Why don’t you take a seat over there.
He doesn’t seem able to take the first little step toward the couch. And when he does, he sits down as people who feel guilty about something sit down, timidly looking about him, his legs dangling over the edge.
Howard begins the lesson. Uneasily conscious of Seven. Can’t see him but knows that Seven is watching them, him. Can feel Seven’s eyes gazing right through him. He turns and sees that Seven sits listening, his cheek on his hand. Trying to be brave, he will gaze without blinking at Howard, although it is obvious he feels a little apart from the musical lesson, feels left out. He seems unaware that he is creating a distraction. He stretches his neck like a snake out of young wheat and smiles unexpectedly, with no trace of enjoyment. Smiles, almost as if the sight of Howard and Tom at the piano amuses him. No, he lacks such pride. He thinks his goodwill is something he must establish. Smile always at the ready. Eyes cast down. Words like master in his mouth. Seeing his smile, Howard grows annoyed — He doesn’t know, Howard thinks in amazement. He doesn’t even know what I’m fighting for — and will send him into the kitchen or out of the house with instructions to feed or water himself or the horse. It takes Seven quite a while to get to his feet, to get his body to budge from one spot, moving slowly, lead shoes, heavy with shame. Then he will suddenly jerk forward and turn away as if he has been pushed, lurching through the doorway. The timid anxious glance he steals at Howard as he leaves the room. After a spell of an hour or more he returns from the horse or the kitchen and lets himself fall onto the couch. Sits, adequately nourished, quiet, indecently dressed.

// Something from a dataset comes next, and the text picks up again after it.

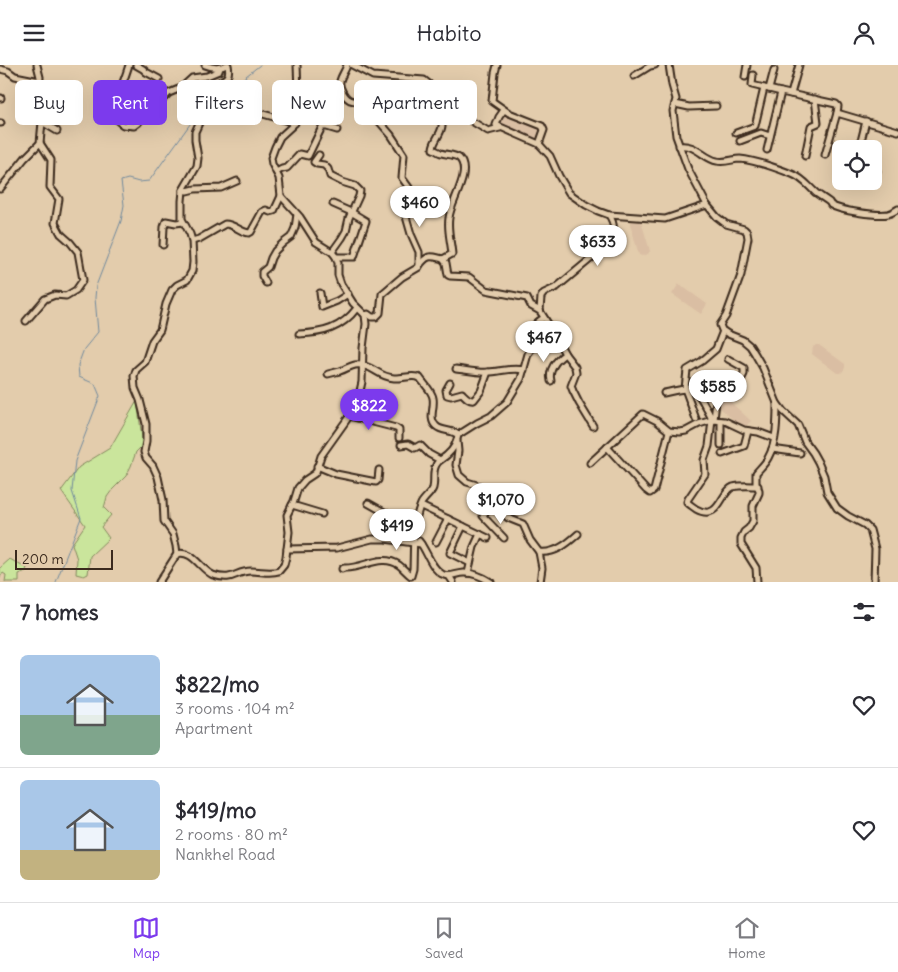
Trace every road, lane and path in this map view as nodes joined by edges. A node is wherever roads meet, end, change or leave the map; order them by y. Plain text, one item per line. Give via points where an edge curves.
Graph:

Remarkable that Tom can play anything at all with his pudgy hands and fat fingers. He touches the piano as if he has lumpy pillows at the end of his fingertips. This explains why his playing is so forceful at times, during certain passages or movements, so forceful when it shouldn’t be, or less than it should be. A music of regurgitation that expels — a grunt, a shout, a fart — after being bottled up too long.
But it is well possible for someone with an inferior touch, bad hands, to develop a warm tone. Tom’s posture and hand position are far from good. (Start there.) The pianist must not allow his body to dominate his hands. (Among other things the professional recitalist must create the proper picture for his audience.) The pianist need first sit inclined decidedly toward the keyboard. (Tom sits straight up, except when he is sniffing notes.) The upper arm and forearm should be light, float in air, for maximum ease and freedom of movement. The fingers must remain near the surface of the keys so that the playing is delicate and uniform. The piano key must go all the way down. The finger, the hand, the wrist, the arm, the torso, the head (face bent forward, chest hovering two feet above the keys, a bearing that is graceful, lively, alert) — all operate in conjunction for this to happen. The whole body comes together in a rhythm that goes deep. Master the principle of moving the fingers only at the joint where they are connected with the body of the hand. Do not battle the keys, hammer them like some blacksmith. As large a surface of the fingertip as feasible must engage the key. The thicker the cushions of flesh upon the fingertips, the wider the range and variety of touch. The wrist must always be flexible, loose, sinking below the level of the keyboard. The more spring the less bump. This Rubinstein calls the pedal the soul of the piano. But a soul resides either in hell or in paradise. Fine pedaling is worthless without a sense of touch. Hand controls the foot. And brain controls the hand. Instructs hollow fingers to transmit feelings to the keys. So why this focus on the hands when so much of the body is involved? When all of the body is involved?